ACTIVITY - Your task is to retype every entry exactly while omitting the pictures.

******

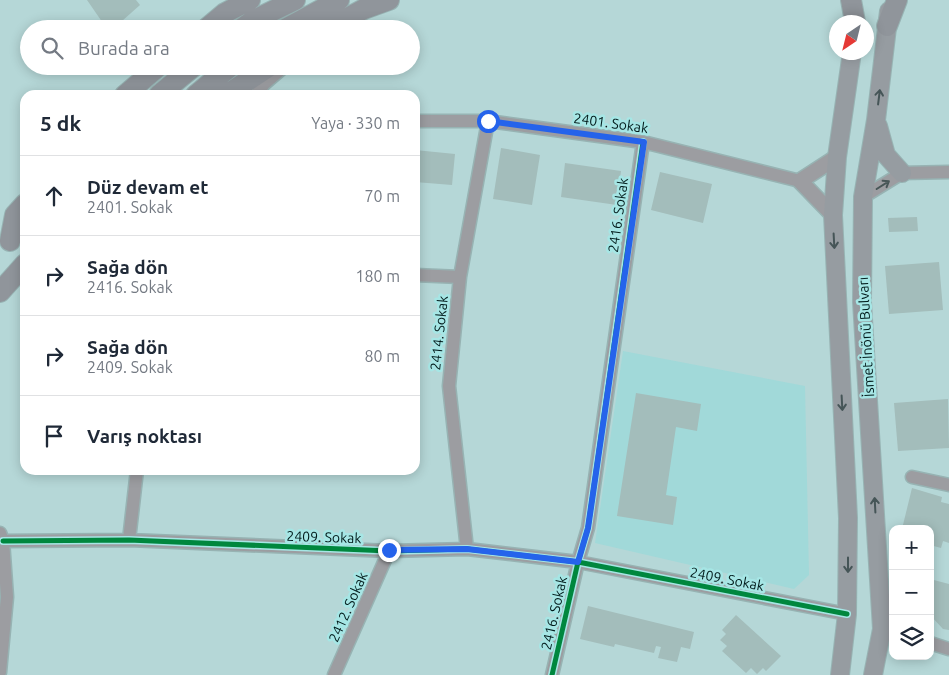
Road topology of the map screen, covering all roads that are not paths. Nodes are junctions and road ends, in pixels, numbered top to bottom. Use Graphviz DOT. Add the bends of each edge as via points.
graph roads {
  1 [pos="250,0"];
  2 [pos="295,0"];
  3 [pos="339,0"];
  4 [pos="389,0"];
  5 [pos="851,0"];
  6 [pos="859,0"];
  7 [pos="890,0"];
  8 [pos="897,0"];
  9 [pos="854,15"];
  10 [pos="857,15"];
  11 [pos="217,20"];
  12 [pos="254,20"];
  13 [pos="302,20"];
  14 [pos="344,20"];
  15 [pos="887,26"];
  16 [pos="851,60"];
  17 [pos="148,75"];
  18 [pos="183,75"];
  19 [pos="219,75"];
  20 [pos="256,75"];
  21 [pos="274,75"];
  22 [pos="131,90"];
  23 [pos="165,90"];
  24 [pos="202,90"];
  25 [pos="234,90"];
  26 [pos="260,90"];
  27 [pos="876,120"];
  28 [pos="420,121"];
  29 [pos="488,121"];
  30 [pos="644,142"];
  31 [pos="837,157"];
  32 [pos="949,172"];
  33 [pos="902,173"];
  34 [pos="800,181"];
  35 [pos="864,197"];
  36 [pos="20,210"];
  37 [pos="832,215"];
  38 [pos="20,230"];
  39 [pos="3,246"];
  40 [pos="20,270"];
  41 [pos="420,274"];
  42 [pos="460,277"];
  43 [pos="1,292"];
  44 [pos="136,475"];
  45 [pos="912,477"];
  46 [pos="949,485"];
  47 [pos="1,537"];
  48 [pos="129,540"];
  49 [pos="467,549"];
  50 [pos="389,550"];
  51 [pos="578,562"];
  52 [pos="848,614"];
  53 [pos="887,631"];
  54 [pos="934,644"];
  55 [pos="949,649"];
  56 [pos="0,671"];
  57 [pos="13,675"];
  58 [pos="334,675"];
  59 [pos="552,675"];
  60 [pos="840,675"];
  61 [pos="873,675"];
  1 -- 11 [label="main road"];
  2 -- 12 [label="main road"];
  3 -- 13 [label="main road"];
  4 -- 14 [label="main road"];
  5 -- 9 [label="main road"];
  6 -- 10 [label="main road"];
  7 -- 15 [label="main road, İsmet İnönü Bulvarı"];
  8 -- 15 [label="main road"];
  27 -- 15 [label="main road, İsmet İnönü Bulvarı, one-way"];
  16 -- 31 [label="main road, İsmet İnönü Bulvarı"];
  17 -- 22 [label="main road"];
  18 -- 23 [label="main road"];
  19 -- 24 [label="main road"];
  20 -- 25 [label="main road"];
  21 -- 26 [label="street"];
  27 -- 33 [label="main road" via="886,155"];
  27 -- 35 [label="main road, İsmet İnönü Bulvarı"];
  28 -- 29 [label="street, 2401. Sokak"];
  29 -- 30 [label="street, 2401. Sokak"];
  29 -- 42 [label="street, 2414. Sokak"];
  30 -- 34 [label="street, 2401. Sokak"];
  30 -- 51 [label="street, 2416. Sokak" via="588,528"];
  31 -- 34 [label="street"];
  31 -- 37 [label="main road, İsmet İnönü Bulvarı"];
  32 -- 33 [label="street"];
  35 -- 33 [label="street, one-way"];
  34 -- 37 [label="street"];
  53 -- 35 [label="main road, İsmet İnönü Bulvarı, one-way" via="862,302"];
  36 -- 39 [label="main road"];
  37 -- 52 [label="main road, İsmet İnönü Bulvarı, one-way" via="848,518"];
  38 -- 39 [label="main road"];
  40 -- 43 [label="main road"];
  41 -- 42 [label="street"];
  42 -- 49 [label="street, 2414. Sokak" via="449,386"];
  44 -- 48 [label="street"];
  45 -- 46 [label="street"];
  47 -- 48 [label="street, 2409. Sokak"];
  47 -- 56 [label="street" via="7,598"];
  48 -- 50 [label="street, 2409. Sokak"];
  49 -- 50 [label="street, 2409. Sokak"];
  49 -- 51 [label="street, 2409. Sokak"];
  50 -- 58 [label="street, 2412. Sokak"];
  51 -- 52 [label="street, 2409. Sokak"];
  51 -- 59 [label="street, 2416. Sokak"];
  52 -- 60 [label="main road, İsmet İnönü Bulvarı"];
  53 -- 61 [label="main road, İsmet İnönü Bulvarı"];
  54 -- 55 [label="street"];
  56 -- 57 [label="street"];
}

******

OUTPUT OF THE TASK -
Road topology of the map screen, covering all roads that are not paths. Nodes are junctions and road ends, in pixels, numbered top to bottom. Use Graphviz DOT. Add the bends of each edge as via points.
graph roads {
  1 [pos="250,0"];
  2 [pos="295,0"];
  3 [pos="339,0"];
  4 [pos="389,0"];
  5 [pos="851,0"];
  6 [pos="859,0"];
  7 [pos="890,0"];
  8 [pos="897,0"];
  9 [pos="854,15"];
  10 [pos="857,15"];
  11 [pos="217,20"];
  12 [pos="254,20"];
  13 [pos="302,20"];
  14 [pos="344,20"];
  15 [pos="887,26"];
  16 [pos="851,60"];
  17 [pos="148,75"];
  18 [pos="183,75"];
  19 [pos="219,75"];
  20 [pos="256,75"];
  21 [pos="274,75"];
  22 [pos="131,90"];
  23 [pos="165,90"];
  24 [pos="202,90"];
  25 [pos="234,90"];
  26 [pos="260,90"];
  27 [pos="876,120"];
  28 [pos="420,121"];
  29 [pos="488,121"];
  30 [pos="644,142"];
  31 [pos="837,157"];
  32 [pos="949,172"];
  33 [pos="902,173"];
  34 [pos="800,181"];
  35 [pos="864,197"];
  36 [pos="20,210"];
  37 [pos="832,215"];
  38 [pos="20,230"];
  39 [pos="3,246"];
  40 [pos="20,270"];
  41 [pos="420,274"];
  42 [pos="460,277"];
  43 [pos="1,292"];
  44 [pos="136,475"];
  45 [pos="912,477"];
  46 [pos="949,485"];
  47 [pos="1,537"];
  48 [pos="129,540"];
  49 [pos="467,549"];
  50 [pos="389,550"];
  51 [pos="578,562"];
  52 [pos="848,614"];
  53 [pos="887,631"];
  54 [pos="934,644"];
  55 [pos="949,649"];
  56 [pos="0,671"];
  57 [pos="13,675"];
  58 [pos="334,675"];
  59 [pos="552,675"];
  60 [pos="840,675"];
  61 [pos="873,675"];
  1 -- 11 [label="main road"];
  2 -- 12 [label="main road"];
  3 -- 13 [label="main road"];
  4 -- 14 [label="main road"];
  5 -- 9 [label="main road"];
  6 -- 10 [label="main road"];
  7 -- 15 [label="main road, İsmet İnönü Bulvarı"];
  8 -- 15 [label="main road"];
  27 -- 15 [label="main road, İsmet İnönü Bulvarı, one-way"];
  16 -- 31 [label="main road, İsmet İnönü Bulvarı"];
  17 -- 22 [label="main road"];
  18 -- 23 [label="main road"];
  19 -- 24 [label="main road"];
  20 -- 25 [label="main road"];
  21 -- 26 [label="street"];
  27 -- 33 [label="main road" via="886,155"];
  27 -- 35 [label="main road, İsmet İnönü Bulvarı"];
  28 -- 29 [label="street, 2401. Sokak"];
  29 -- 30 [label="street, 2401. Sokak"];
  29 -- 42 [label="street, 2414. Sokak"];
  30 -- 34 [label="street, 2401. Sokak"];
  30 -- 51 [label="street, 2416. Sokak" via="588,528"];
  31 -- 34 [label="street"];
  31 -- 37 [label="main road, İsmet İnönü Bulvarı"];
  32 -- 33 [label="street"];
  35 -- 33 [label="street, one-way"];
  34 -- 37 [label="street"];
  53 -- 35 [label="main road, İsmet İnönü Bulvarı, one-way" via="862,302"];
  36 -- 39 [label="main road"];
  37 -- 52 [label="main road, İsmet İnönü Bulvarı, one-way" via="848,518"];
  38 -- 39 [label="main road"];
  40 -- 43 [label="main road"];
  41 -- 42 [label="street"];
  42 -- 49 [label="street, 2414. Sokak" via="449,386"];
  44 -- 48 [label="street"];
  45 -- 46 [label="street"];
  47 -- 48 [label="street, 2409. Sokak"];
  47 -- 56 [label="street" via="7,598"];
  48 -- 50 [label="street, 2409. Sokak"];
  49 -- 50 [label="street, 2409. Sokak"];
  49 -- 51 [label="street, 2409. Sokak"];
  50 -- 58 [label="street, 2412. Sokak"];
  51 -- 52 [label="street, 2409. Sokak"];
  51 -- 59 [label="street, 2416. Sokak"];
  52 -- 60 [label="main road, İsmet İnönü Bulvarı"];
  53 -- 61 [label="main road, İsmet İnönü Bulvarı"];
  54 -- 55 [label="street"];
  56 -- 57 [label="street"];
}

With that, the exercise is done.